- [What needs to be done] Please reproduce all the records exactly while leaving out their pictures.

*-*-*

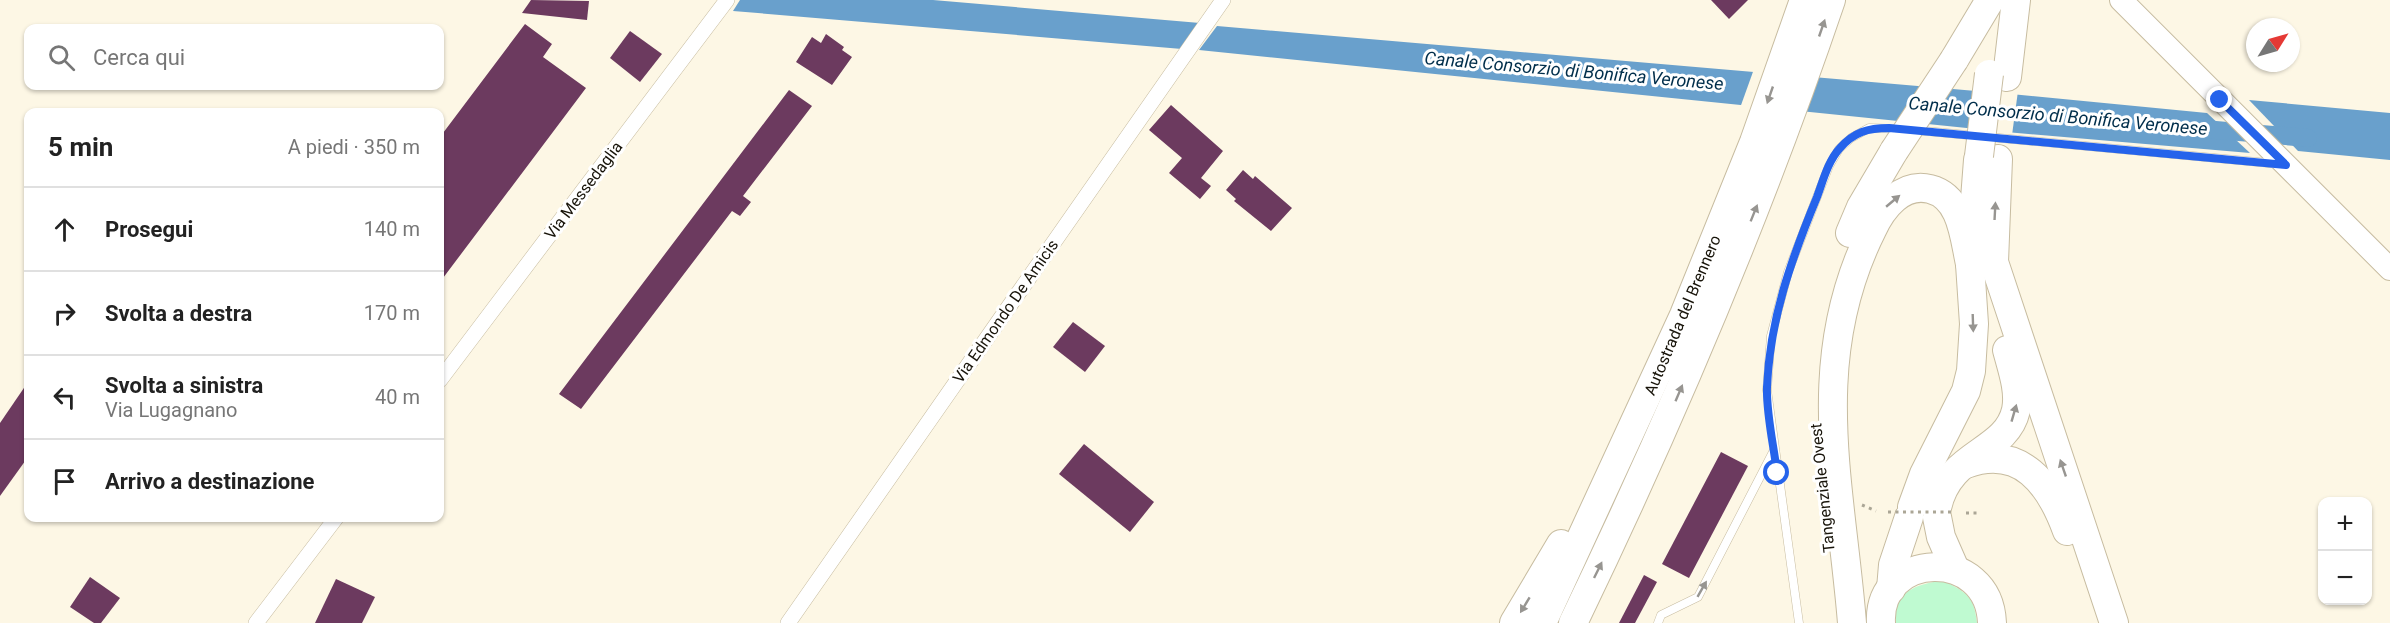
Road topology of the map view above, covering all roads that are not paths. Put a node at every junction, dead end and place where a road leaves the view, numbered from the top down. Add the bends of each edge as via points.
1 (727, 0) edge
2 (1223, 0) edge
3 (1804, 0) edge
4 (1831, 0) edge
5 (1990, 0) edge
6 (1999, 0) edge
7 (2016, 0) edge
8 (2121, 0) edge
9 (1800, 52) junction
10 (1998, 75) junction
11 (1766, 146) junction
12 (2283, 161) junction
13 (1982, 263) junction
14 (2390, 269) edge
15 (1684, 315) junction
16 (444, 375) edge
17 (1774, 449) junction
18 (1959, 467) junction
19 (1923, 512) junction
20 (333, 522) edge
21 (1955, 569) junction
22 (1891, 589) junction
23 (256, 623) edge
24 (788, 623) edge
25 (1514, 623) edge
26 (1542, 623) edge
27 (1573, 623) edge
28 (1658, 623) edge
29 (1799, 623) edge
30 (1836, 623) edge
31 (1852, 623) edge
32 (1881, 623) edge
33 (1992, 623) edge
34 (2098, 623) edge
35 (2114, 623) edge

1 - 16 street, Via Messedaglia
2 - 24 street, Via Edmondo De Amicis
3 - 9 highway, Autostrada del Brennero
9 -> 4 highway, Autostrada del Brennero
5 - 30 highway, Tangenziale Ovest, bridge via 1862,207 1845,245 1821,331 1815,376 1816,461
6 - 10 highway
7 - 10 highway
8 - 12 main road
9 - 11 highway, Autostrada del Brennero
10 - 13 highway
11 - 15 highway, Autostrada del Brennero
27 -> 11 highway, Autostrada del Brennero via 1640,485 1714,312
12 - 14 main road
12 - 17 lane via 1889,128 1869,128 1851,138 1839,149 1825,176 1788,272 1771,336 1767,390
18 -> 13 highway via 1999,438 2016,409 2017,396
13 -> 19 highway via 1971,371 1966,391 1924,474
31 -> 13 highway via 1832,437 1832,394 1839,324 1856,268 1879,214 1888,203 1911,189 1924,188 1935,190 1954,206
35 -> 13 highway
15 -> 25 highway via 1627,412 1593,486
15 - 26 highway, Autostrada del Brennero
28 -> 17 lane via 1661,615 1698,597
17 - 29 lane
18 - 19 highway
18 - 34 highway via 1981,458 2009,459 2035,475 2047,488 2065,525
19 - 21 highway via 1941,537
19 - 22 highway via 1896,554
20 - 23 street
21 - 22 highway via 1926,567 1913,571
21 - 33 highway via 1983,592
22 - 32 highway via 1884,602

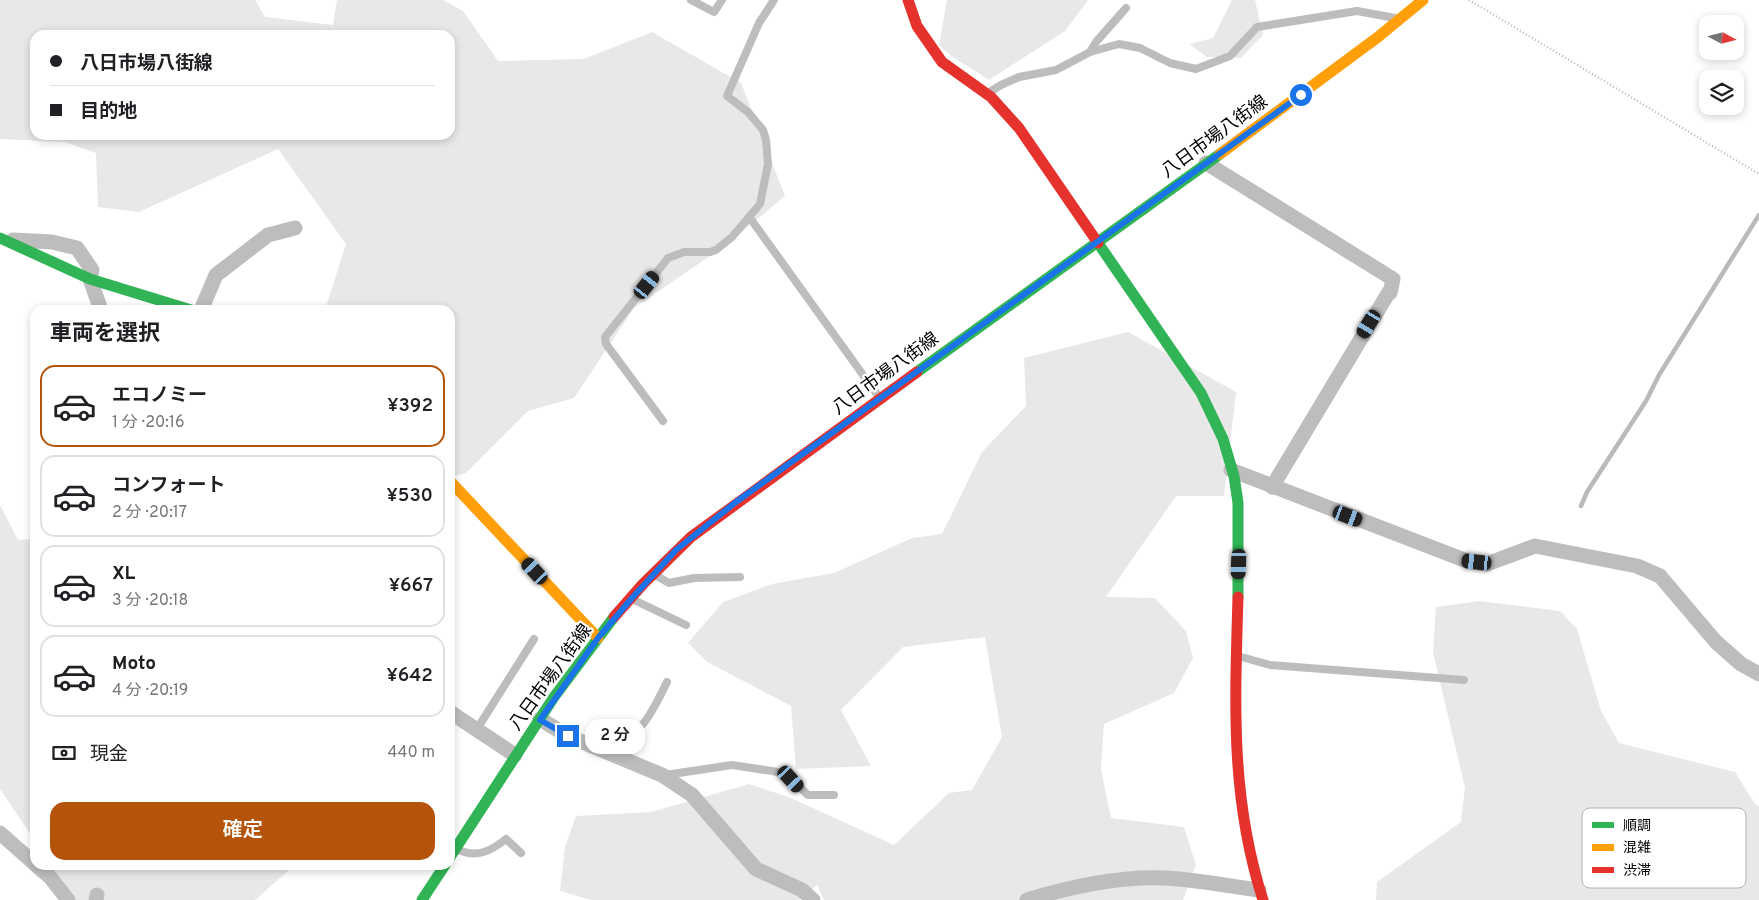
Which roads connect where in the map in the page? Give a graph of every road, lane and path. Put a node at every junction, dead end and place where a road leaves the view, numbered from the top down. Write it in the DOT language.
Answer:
graph roads {
  1 [pos="691,0"];
  2 [pos="722,0"];
  3 [pos="774,0"];
  4 [pos="908,0"];
  5 [pos="1423,0"];
  6 [pos="1469,0"];
  7 [pos="1126,8"];
  8 [pos="1400,19"];
  9 [pos="1090,52"];
  10 [pos="987,94"];
  11 [pos="1206,163"];
  12 [pos="1759,174"];
  13 [pos="750,218"];
  14 [pos="295,228"];
  15 [pos="2,238"];
  16 [pos="1097,243"];
  17 [pos="90,279"];
  18 [pos="99,305"];
  19 [pos="175,305"];
  20 [pos="203,305"];
  21 [pos="880,399"];
  22 [pos="663,421"];
  23 [pos="1231,470"];
  24 [pos="455,486"];
  25 [pos="1272,487"];
  26 [pos="654,574"];
  27 [pos="740,577"];
  28 [pos="632,598"];
  29 [pos="686,625"];
  30 [pos="598,638"];
  31 [pos="534,639"];
  32 [pos="1236,656"];
  33 [pos="1759,674"];
  34 [pos="1464,680"];
  35 [pos="667,682"];
  36 [pos="455,715"];
  37 [pos="540,720"];
  38 [pos="477,729"];
  39 [pos="604,750"];
  40 [pos="515,755"];
  41 [pos="662,775"];
  42 [pos="834,795"];
  43 [pos="0,833"];
  44 [pos="455,849"];
  45 [pos="455,852"];
  46 [pos="521,853"];
  47 [pos="30,860"];
  48 [pos="41,870"];
  49 [pos="441,870"];
  50 [pos="1261,895"];
  51 [pos="68,900"];
  52 [pos="422,900"];
  53 [pos="813,900"];
  54 [pos="1027,900"];
  1 -- 2 [label="lane"];
  3 -- 13 [label="lane"];
  4 -- 10 [label="street"];
  5 -- 8 [label="street, 八日市場八街線"];
  6 -- 12 [label="path"];
  7 -- 9 [label="lane"];
  8 -- 9 [label="lane"];
  8 -- 11 [label="street, 八日市場八街線"];
  9 -- 10 [label="lane"];
  10 -- 16 [label="street"];
  11 -- 16 [label="street, 八日市場八街線"];
  11 -- 25 [label="street"];
  13 -- 21 [label="lane"];
  13 -- 22 [label="lane"];
  14 -- 20 [label="street"];
  15 -- 17 [label="street"];
  15 -- 17 [label="street"];
  16 -- 21 [label="street, 八日市場八街線"];
  16 -- 23 [label="street"];
  17 -- 18 [label="street"];
  17 -- 19 [label="street"];
  21 -- 26 [label="street, 八日市場八街線"];
  23 -- 25 [label="street"];
  23 -- 32 [label="street"];
  24 -- 30 [label="street"];
  25 -- 33 [label="street"];
  26 -- 27 [label="lane"];
  26 -- 28 [label="street, 八日市場八街線"];
  28 -- 29 [label="lane"];
  28 -- 30 [label="street, 八日市場八街線"];
  30 -- 37 [label="street, 八日市場八街線"];
  31 -- 38 [label="lane"];
  32 -- 34 [label="lane"];
  32 -- 50 [label="street"];
  35 -- 39 [label="lane"];
  36 -- 38 [label="street"];
  37 -- 39 [label="street"];
  37 -- 40 [label="street, 八日市場八街線"];
  38 -- 40 [label="street"];
  39 -- 41 [label="street"];
  40 -- 44 [label="street, 八日市場八街線"];
  41 -- 42 [label="lane"];
  41 -- 53 [label="street"];
  43 -- 47 [label="street"];
  45 -- 46 [label="lane"];
  48 -- 51 [label="street"];
  49 -- 52 [label="street"];
  50 -- 54 [label="street"];
}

*-*-*

- [Result of this exercise]
Road topology of the map view above, covering all roads that are not paths. Put a node at every junction, dead end and place where a road leaves the view, numbered from the top down. Add the bends of each edge as via points.
1 (727, 0) edge
2 (1223, 0) edge
3 (1804, 0) edge
4 (1831, 0) edge
5 (1990, 0) edge
6 (1999, 0) edge
7 (2016, 0) edge
8 (2121, 0) edge
9 (1800, 52) junction
10 (1998, 75) junction
11 (1766, 146) junction
12 (2283, 161) junction
13 (1982, 263) junction
14 (2390, 269) edge
15 (1684, 315) junction
16 (444, 375) edge
17 (1774, 449) junction
18 (1959, 467) junction
19 (1923, 512) junction
20 (333, 522) edge
21 (1955, 569) junction
22 (1891, 589) junction
23 (256, 623) edge
24 (788, 623) edge
25 (1514, 623) edge
26 (1542, 623) edge
27 (1573, 623) edge
28 (1658, 623) edge
29 (1799, 623) edge
30 (1836, 623) edge
31 (1852, 623) edge
32 (1881, 623) edge
33 (1992, 623) edge
34 (2098, 623) edge
35 (2114, 623) edge

1 - 16 street, Via Messedaglia
2 - 24 street, Via Edmondo De Amicis
3 - 9 highway, Autostrada del Brennero
9 -> 4 highway, Autostrada del Brennero
5 - 30 highway, Tangenziale Ovest, bridge via 1862,207 1845,245 1821,331 1815,376 1816,461
6 - 10 highway
7 - 10 highway
8 - 12 main road
9 - 11 highway, Autostrada del Brennero
10 - 13 highway
11 - 15 highway, Autostrada del Brennero
27 -> 11 highway, Autostrada del Brennero via 1640,485 1714,312
12 - 14 main road
12 - 17 lane via 1889,128 1869,128 1851,138 1839,149 1825,176 1788,272 1771,336 1767,390
18 -> 13 highway via 1999,438 2016,409 2017,396
13 -> 19 highway via 1971,371 1966,391 1924,474
31 -> 13 highway via 1832,437 1832,394 1839,324 1856,268 1879,214 1888,203 1911,189 1924,188 1935,190 1954,206
35 -> 13 highway
15 -> 25 highway via 1627,412 1593,486
15 - 26 highway, Autostrada del Brennero
28 -> 17 lane via 1661,615 1698,597
17 - 29 lane
18 - 19 highway
18 - 34 highway via 1981,458 2009,459 2035,475 2047,488 2065,525
19 - 21 highway via 1941,537
19 - 22 highway via 1896,554
20 - 23 street
21 - 22 highway via 1926,567 1913,571
21 - 33 highway via 1983,592
22 - 32 highway via 1884,602

Which roads connect where in the map in the page? Give a graph of every road, lane and path. Put a node at every junction, dead end and place where a road leaves the view, numbered from the top down. Write it in the DOT language.
Answer:
graph roads {
  1 [pos="691,0"];
  2 [pos="722,0"];
  3 [pos="774,0"];
  4 [pos="908,0"];
  5 [pos="1423,0"];
  6 [pos="1469,0"];
  7 [pos="1126,8"];
  8 [pos="1400,19"];
  9 [pos="1090,52"];
  10 [pos="987,94"];
  11 [pos="1206,163"];
  12 [pos="1759,174"];
  13 [pos="750,218"];
  14 [pos="295,228"];
  15 [pos="2,238"];
  16 [pos="1097,243"];
  17 [pos="90,279"];
  18 [pos="99,305"];
  19 [pos="175,305"];
  20 [pos="203,305"];
  21 [pos="880,399"];
  22 [pos="663,421"];
  23 [pos="1231,470"];
  24 [pos="455,486"];
  25 [pos="1272,487"];
  26 [pos="654,574"];
  27 [pos="740,577"];
  28 [pos="632,598"];
  29 [pos="686,625"];
  30 [pos="598,638"];
  31 [pos="534,639"];
  32 [pos="1236,656"];
  33 [pos="1759,674"];
  34 [pos="1464,680"];
  35 [pos="667,682"];
  36 [pos="455,715"];
  37 [pos="540,720"];
  38 [pos="477,729"];
  39 [pos="604,750"];
  40 [pos="515,755"];
  41 [pos="662,775"];
  42 [pos="834,795"];
  43 [pos="0,833"];
  44 [pos="455,849"];
  45 [pos="455,852"];
  46 [pos="521,853"];
  47 [pos="30,860"];
  48 [pos="41,870"];
  49 [pos="441,870"];
  50 [pos="1261,895"];
  51 [pos="68,900"];
  52 [pos="422,900"];
  53 [pos="813,900"];
  54 [pos="1027,900"];
  1 -- 2 [label="lane"];
  3 -- 13 [label="lane"];
  4 -- 10 [label="street"];
  5 -- 8 [label="street, 八日市場八街線"];
  6 -- 12 [label="path"];
  7 -- 9 [label="lane"];
  8 -- 9 [label="lane"];
  8 -- 11 [label="street, 八日市場八街線"];
  9 -- 10 [label="lane"];
  10 -- 16 [label="street"];
  11 -- 16 [label="street, 八日市場八街線"];
  11 -- 25 [label="street"];
  13 -- 21 [label="lane"];
  13 -- 22 [label="lane"];
  14 -- 20 [label="street"];
  15 -- 17 [label="street"];
  15 -- 17 [label="street"];
  16 -- 21 [label="street, 八日市場八街線"];
  16 -- 23 [label="street"];
  17 -- 18 [label="street"];
  17 -- 19 [label="street"];
  21 -- 26 [label="street, 八日市場八街線"];
  23 -- 25 [label="street"];
  23 -- 32 [label="street"];
  24 -- 30 [label="street"];
  25 -- 33 [label="street"];
  26 -- 27 [label="lane"];
  26 -- 28 [label="street, 八日市場八街線"];
  28 -- 29 [label="lane"];
  28 -- 30 [label="street, 八日市場八街線"];
  30 -- 37 [label="street, 八日市場八街線"];
  31 -- 38 [label="lane"];
  32 -- 34 [label="lane"];
  32 -- 50 [label="street"];
  35 -- 39 [label="lane"];
  36 -- 38 [label="street"];
  37 -- 39 [label="street"];
  37 -- 40 [label="street, 八日市場八街線"];
  38 -- 40 [label="street"];
  39 -- 41 [label="street"];
  40 -- 44 [label="street, 八日市場八街線"];
  41 -- 42 [label="lane"];
  41 -- 53 [label="street"];
  43 -- 47 [label="street"];
  45 -- 46 [label="lane"];
  48 -- 51 [label="street"];
  49 -- 52 [label="street"];
  50 -- 54 [label="street"];
}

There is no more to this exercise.